━━━━━ Excerpted records

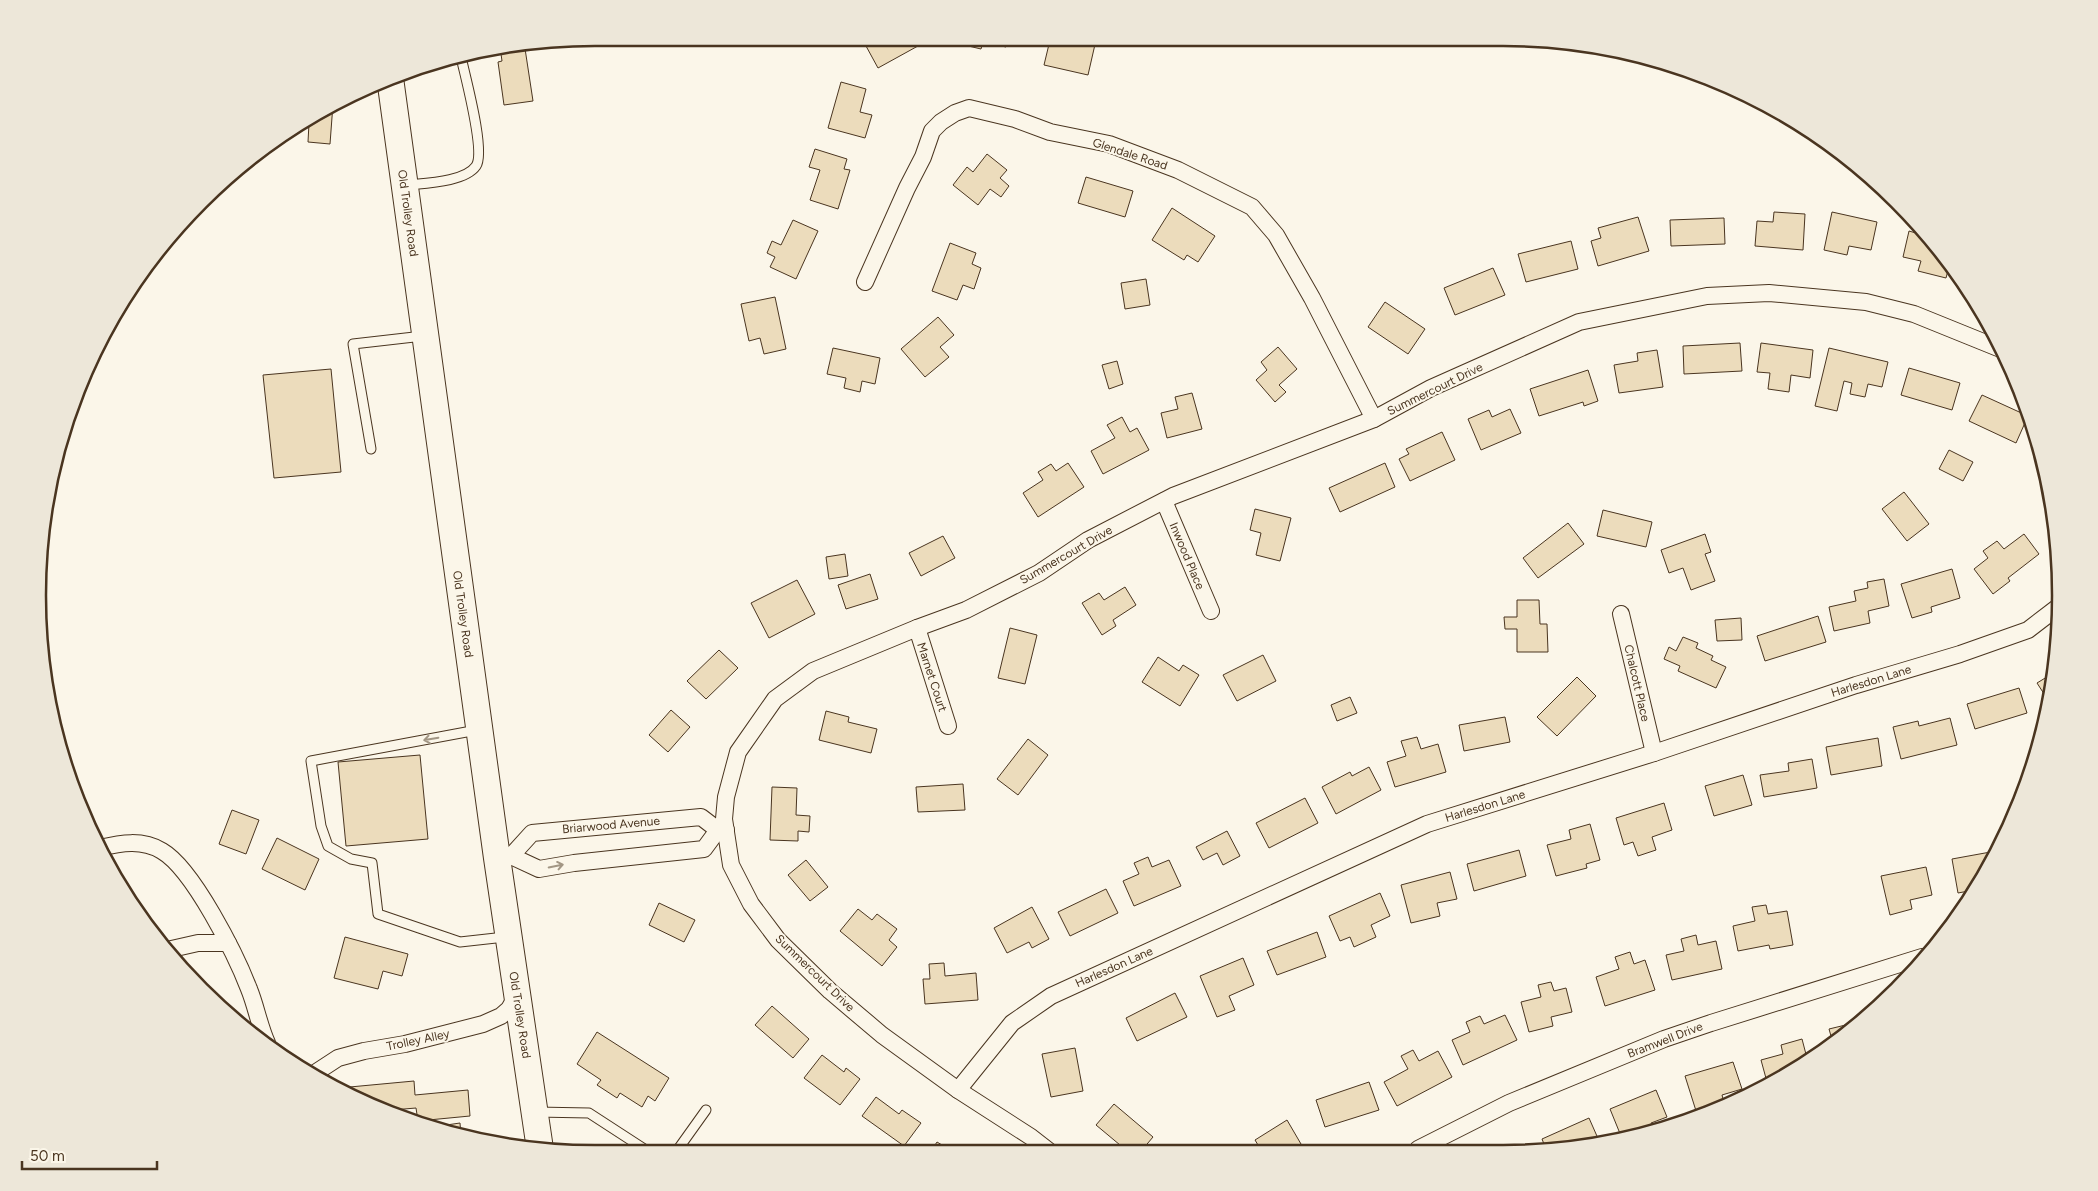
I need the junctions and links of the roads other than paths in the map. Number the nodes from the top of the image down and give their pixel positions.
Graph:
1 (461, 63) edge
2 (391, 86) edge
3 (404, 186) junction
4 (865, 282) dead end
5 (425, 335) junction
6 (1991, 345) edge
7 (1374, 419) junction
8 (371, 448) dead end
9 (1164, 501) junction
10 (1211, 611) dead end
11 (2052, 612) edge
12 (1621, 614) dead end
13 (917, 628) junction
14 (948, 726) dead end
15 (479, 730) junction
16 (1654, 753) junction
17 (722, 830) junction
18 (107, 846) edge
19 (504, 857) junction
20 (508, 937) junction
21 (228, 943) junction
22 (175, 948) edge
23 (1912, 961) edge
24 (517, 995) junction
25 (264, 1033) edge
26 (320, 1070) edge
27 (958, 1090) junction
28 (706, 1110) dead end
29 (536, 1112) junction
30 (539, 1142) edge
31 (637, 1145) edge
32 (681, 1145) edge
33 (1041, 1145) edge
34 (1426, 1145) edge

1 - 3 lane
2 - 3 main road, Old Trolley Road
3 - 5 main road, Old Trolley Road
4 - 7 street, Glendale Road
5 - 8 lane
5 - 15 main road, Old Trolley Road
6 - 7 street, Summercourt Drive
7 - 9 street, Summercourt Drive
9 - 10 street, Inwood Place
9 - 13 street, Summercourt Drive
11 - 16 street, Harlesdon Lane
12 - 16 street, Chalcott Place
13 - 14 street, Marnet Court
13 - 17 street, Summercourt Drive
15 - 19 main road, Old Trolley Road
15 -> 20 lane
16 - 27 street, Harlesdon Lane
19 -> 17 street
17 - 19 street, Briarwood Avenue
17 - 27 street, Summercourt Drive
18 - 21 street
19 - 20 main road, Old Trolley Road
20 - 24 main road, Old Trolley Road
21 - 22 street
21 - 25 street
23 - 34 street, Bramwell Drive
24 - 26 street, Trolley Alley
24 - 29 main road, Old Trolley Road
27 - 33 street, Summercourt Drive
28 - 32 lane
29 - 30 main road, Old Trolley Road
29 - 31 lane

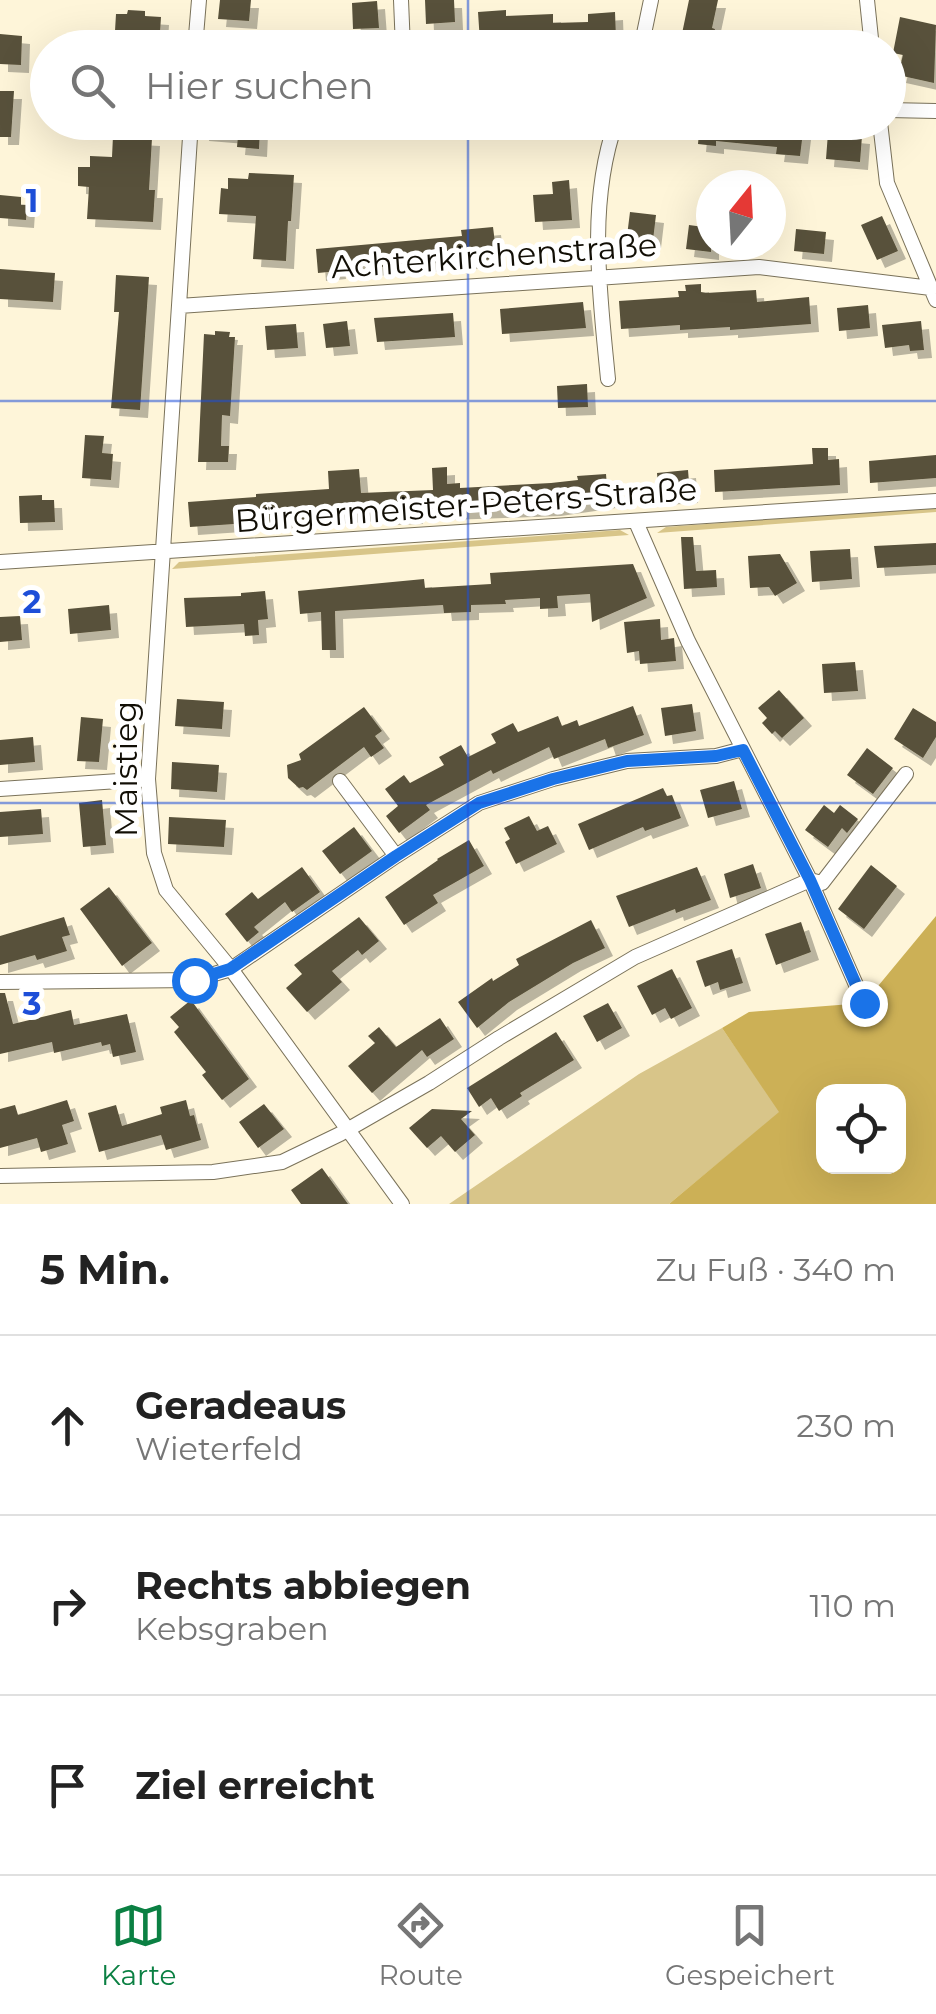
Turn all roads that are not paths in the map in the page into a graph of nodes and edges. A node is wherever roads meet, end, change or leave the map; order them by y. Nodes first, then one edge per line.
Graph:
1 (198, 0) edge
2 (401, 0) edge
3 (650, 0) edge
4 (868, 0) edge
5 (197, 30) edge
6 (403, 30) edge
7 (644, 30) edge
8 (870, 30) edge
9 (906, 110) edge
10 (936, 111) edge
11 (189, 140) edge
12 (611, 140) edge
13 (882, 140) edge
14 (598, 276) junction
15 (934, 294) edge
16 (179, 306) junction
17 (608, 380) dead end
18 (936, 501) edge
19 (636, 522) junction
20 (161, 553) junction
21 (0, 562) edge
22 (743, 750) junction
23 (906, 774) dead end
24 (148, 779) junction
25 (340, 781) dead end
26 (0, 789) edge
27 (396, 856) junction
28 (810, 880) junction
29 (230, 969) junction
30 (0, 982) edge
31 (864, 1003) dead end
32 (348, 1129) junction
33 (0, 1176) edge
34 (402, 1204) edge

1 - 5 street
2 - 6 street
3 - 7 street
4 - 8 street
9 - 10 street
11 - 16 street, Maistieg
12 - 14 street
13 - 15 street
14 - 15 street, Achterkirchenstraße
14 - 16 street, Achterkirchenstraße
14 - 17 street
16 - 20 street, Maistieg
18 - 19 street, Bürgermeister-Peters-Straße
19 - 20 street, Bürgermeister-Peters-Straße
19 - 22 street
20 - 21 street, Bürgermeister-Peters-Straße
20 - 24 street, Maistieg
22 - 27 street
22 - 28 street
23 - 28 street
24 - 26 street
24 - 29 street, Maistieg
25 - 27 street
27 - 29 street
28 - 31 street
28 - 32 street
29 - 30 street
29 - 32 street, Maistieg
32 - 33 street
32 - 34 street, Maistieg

━━━━━━━━━━

__The task__
The reply should reproduce every entry above word for word and contain no pictures.

__Exercise answer__
I need the junctions and links of the roads other than paths in the map. Number the nodes from the top of the image down and give their pixel positions.
Graph:
1 (461, 63) edge
2 (391, 86) edge
3 (404, 186) junction
4 (865, 282) dead end
5 (425, 335) junction
6 (1991, 345) edge
7 (1374, 419) junction
8 (371, 448) dead end
9 (1164, 501) junction
10 (1211, 611) dead end
11 (2052, 612) edge
12 (1621, 614) dead end
13 (917, 628) junction
14 (948, 726) dead end
15 (479, 730) junction
16 (1654, 753) junction
17 (722, 830) junction
18 (107, 846) edge
19 (504, 857) junction
20 (508, 937) junction
21 (228, 943) junction
22 (175, 948) edge
23 (1912, 961) edge
24 (517, 995) junction
25 (264, 1033) edge
26 (320, 1070) edge
27 (958, 1090) junction
28 (706, 1110) dead end
29 (536, 1112) junction
30 (539, 1142) edge
31 (637, 1145) edge
32 (681, 1145) edge
33 (1041, 1145) edge
34 (1426, 1145) edge

1 - 3 lane
2 - 3 main road, Old Trolley Road
3 - 5 main road, Old Trolley Road
4 - 7 street, Glendale Road
5 - 8 lane
5 - 15 main road, Old Trolley Road
6 - 7 street, Summercourt Drive
7 - 9 street, Summercourt Drive
9 - 10 street, Inwood Place
9 - 13 street, Summercourt Drive
11 - 16 street, Harlesdon Lane
12 - 16 street, Chalcott Place
13 - 14 street, Marnet Court
13 - 17 street, Summercourt Drive
15 - 19 main road, Old Trolley Road
15 -> 20 lane
16 - 27 street, Harlesdon Lane
19 -> 17 street
17 - 19 street, Briarwood Avenue
17 - 27 street, Summercourt Drive
18 - 21 street
19 - 20 main road, Old Trolley Road
20 - 24 main road, Old Trolley Road
21 - 22 street
21 - 25 street
23 - 34 street, Bramwell Drive
24 - 26 street, Trolley Alley
24 - 29 main road, Old Trolley Road
27 - 33 street, Summercourt Drive
28 - 32 lane
29 - 30 main road, Old Trolley Road
29 - 31 lane

Turn all roads that are not paths in the map in the page into a graph of nodes and edges. A node is wherever roads meet, end, change or leave the map; order them by y. Nodes first, then one edge per line.
Graph:
1 (198, 0) edge
2 (401, 0) edge
3 (650, 0) edge
4 (868, 0) edge
5 (197, 30) edge
6 (403, 30) edge
7 (644, 30) edge
8 (870, 30) edge
9 (906, 110) edge
10 (936, 111) edge
11 (189, 140) edge
12 (611, 140) edge
13 (882, 140) edge
14 (598, 276) junction
15 (934, 294) edge
16 (179, 306) junction
17 (608, 380) dead end
18 (936, 501) edge
19 (636, 522) junction
20 (161, 553) junction
21 (0, 562) edge
22 (743, 750) junction
23 (906, 774) dead end
24 (148, 779) junction
25 (340, 781) dead end
26 (0, 789) edge
27 (396, 856) junction
28 (810, 880) junction
29 (230, 969) junction
30 (0, 982) edge
31 (864, 1003) dead end
32 (348, 1129) junction
33 (0, 1176) edge
34 (402, 1204) edge

1 - 5 street
2 - 6 street
3 - 7 street
4 - 8 street
9 - 10 street
11 - 16 street, Maistieg
12 - 14 street
13 - 15 street
14 - 15 street, Achterkirchenstraße
14 - 16 street, Achterkirchenstraße
14 - 17 street
16 - 20 street, Maistieg
18 - 19 street, Bürgermeister-Peters-Straße
19 - 20 street, Bürgermeister-Peters-Straße
19 - 22 street
20 - 21 street, Bürgermeister-Peters-Straße
20 - 24 street, Maistieg
22 - 27 street
22 - 28 street
23 - 28 street
24 - 26 street
24 - 29 street, Maistieg
25 - 27 street
27 - 29 street
28 - 31 street
28 - 32 street
29 - 30 street
29 - 32 street, Maistieg
32 - 33 street
32 - 34 street, Maistieg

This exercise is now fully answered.